→ **Exercise requirements**: From the entries that follow, gather each line holding the word "PAIRE".

→ **Stored items**:
=-=-=

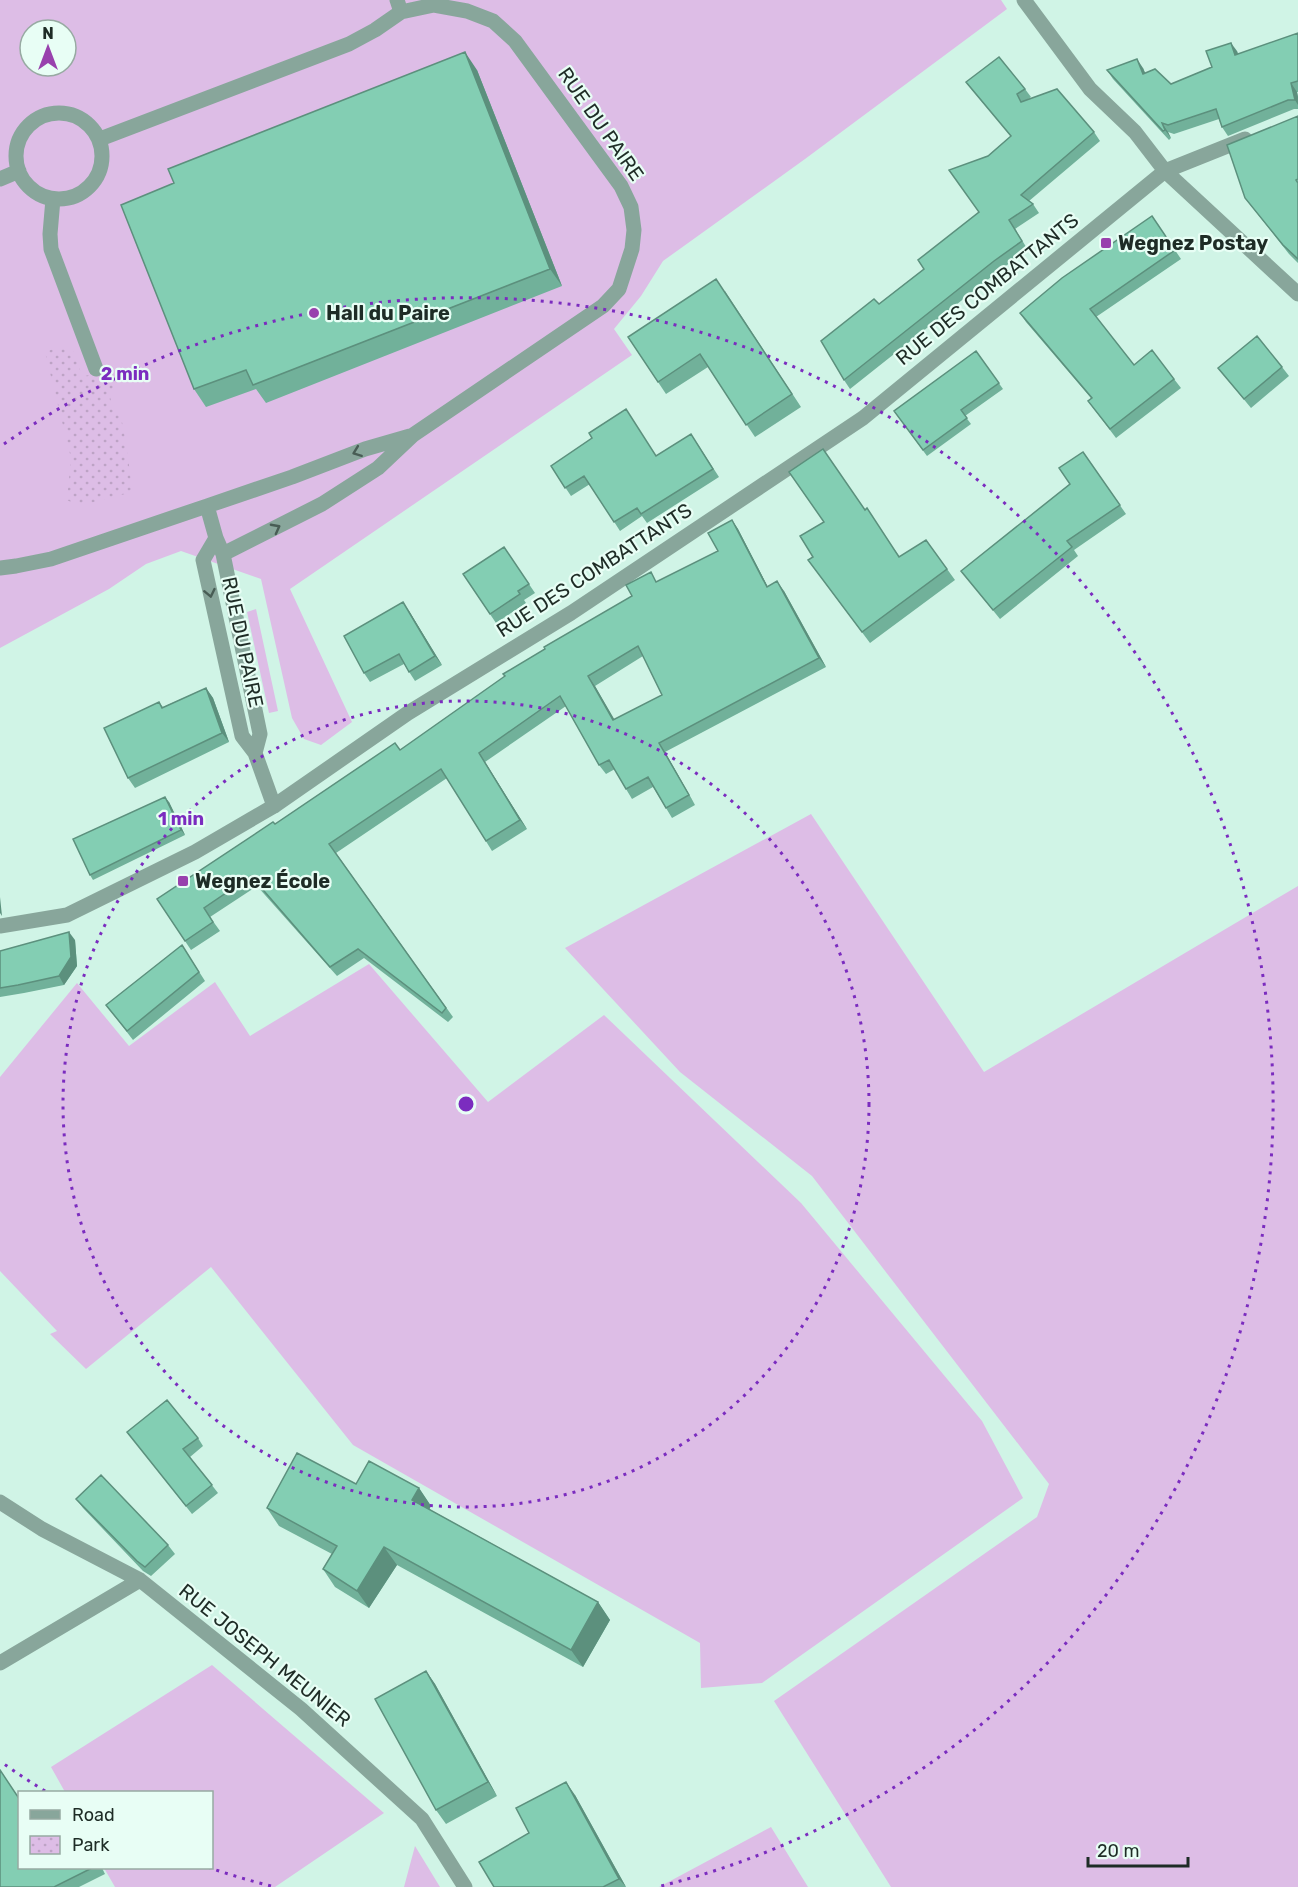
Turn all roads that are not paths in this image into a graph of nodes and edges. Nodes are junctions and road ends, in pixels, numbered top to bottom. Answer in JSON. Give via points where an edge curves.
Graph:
{"nodes":[{"id":1,"x":1024,"y":0,"type":"edge"},
{"id":2,"x":399,"y":6,"type":"edge"},
{"id":3,"x":1254,"y":135,"type":"edge"},
{"id":4,"x":100,"y":139,"type":"junction"},
{"id":5,"x":19,"y":171,"type":"junction"},
{"id":6,"x":1165,"y":171,"type":"junction"},
{"id":7,"x":0,"y":179,"type":"edge"},
{"id":8,"x":53,"y":199,"type":"junction"},
{"id":9,"x":1298,"y":294,"type":"edge"},
{"id":10,"x":96,"y":369,"type":"dead end"},
{"id":11,"x":413,"y":435,"type":"junction"},
{"id":12,"x":207,"y":506,"type":"junction"},
{"id":13,"x":216,"y":538,"type":"junction"},
{"id":14,"x":223,"y":554,"type":"junction"},
{"id":15,"x":0,"y":568,"type":"edge"},
{"id":16,"x":255,"y":753,"type":"junction"},
{"id":17,"x":274,"y":806,"type":"junction"},
{"id":18,"x":0,"y":926,"type":"edge"},
{"id":19,"x":0,"y":1502,"type":"edge"},
{"id":20,"x":140,"y":1580,"type":"junction"},
{"id":21,"x":0,"y":1663,"type":"edge"},
{"id":22,"x":465,"y":1887,"type":"edge"}],
"edges":[{"from":1,"to":6,"type":"street","via":[[1090,89],[1135,132]]},
{"from":2,"to":4,"type":"street","name":"RUE DU PAIRE","via":[[375,30],[350,44]]},
{"from":2,"to":11,"type":"street","name":"RUE DU PAIRE","via":[[434,5],[466,11],[493,21],[515,41],[621,186],[631,207],[634,230],[619,289],[603,306]]},
{"from":3,"to":6,"type":"street","name":"RUE DES COMBATTANTS"},
{"from":4,"to":5,"type":"street","via":[[80,117],[65,113],[36,119],[18,142]]},
{"from":4,"to":8,"type":"street","via":[[102,165],[90,188],[66,199]]},
{"from":5,"to":7,"type":"street"},
{"from":5,"to":8,"type":"street","via":[[32,190]]},
{"from":6,"to":9,"type":"street"},
{"from":6,"to":17,"type":"street","name":"RUE DES COMBATTANTS","via":[[863,418],[572,613],[408,713]]},
{"from":8,"to":10,"type":"street","via":[[51,249]]},
{"from":11,"to":12,"type":"street","name":"RUE DU PAIRE","one_way":true},
{"from":14,"to":11,"type":"street","name":"RUE DU PAIRE","one_way":true,"via":[[322,504],[378,468]]},
{"from":12,"to":13,"type":"street","name":"RUE DU PAIRE"},
{"from":12,"to":15,"type":"street","name":"RUE DU PAIRE","via":[[51,559]]},
{"from":13,"to":14,"type":"street","name":"RUE DU PAIRE"},
{"from":13,"to":16,"type":"street","name":"RUE DU PAIRE","one_way":true,"via":[[204,560],[242,736]]},
{"from":14,"to":16,"type":"street","name":"RUE DU PAIRE","via":[[260,734]]},
{"from":16,"to":17,"type":"street","name":"RUE DU PAIRE"},
{"from":17,"to":18,"type":"street","name":"RUE DES COMBATTANTS","via":[[195,852],[67,915]]},
{"from":19,"to":20,"type":"street","name":"RUE JOSEPH MEUNIER","via":[[42,1529]]},
{"from":20,"to":21,"type":"street"},
{"from":20,"to":22,"type":"street","name":"RUE JOSEPH MEUNIER","via":[[301,1709],[422,1819]]}]}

=-=-=

→ **Task answer**:
{"from":2,"to":4,"type":"street","name":"RUE DU PAIRE","via":[[375,30],[350,44]]},
{"from":2,"to":11,"type":"street","name":"RUE DU PAIRE","via":[[434,5],[466,11],[493,21],[515,41],[621,186],[631,207],[634,230],[619,289],[603,306]]},
{"from":11,"to":12,"type":"street","name":"RUE DU PAIRE","one_way":true},
{"from":14,"to":11,"type":"street","name":"RUE DU PAIRE","one_way":true,"via":[[322,504],[378,468]]},
{"from":12,"to":13,"type":"street","name":"RUE DU PAIRE"},
{"from":12,"to":15,"type":"street","name":"RUE DU PAIRE","via":[[51,559]]},
{"from":13,"to":14,"type":"street","name":"RUE DU PAIRE"},
{"from":13,"to":16,"type":"street","name":"RUE DU PAIRE","one_way":true,"via":[[204,560],[242,736]]},
{"from":14,"to":16,"type":"street","name":"RUE DU PAIRE","via":[[260,734]]},
{"from":16,"to":17,"type":"street","name":"RUE DU PAIRE"},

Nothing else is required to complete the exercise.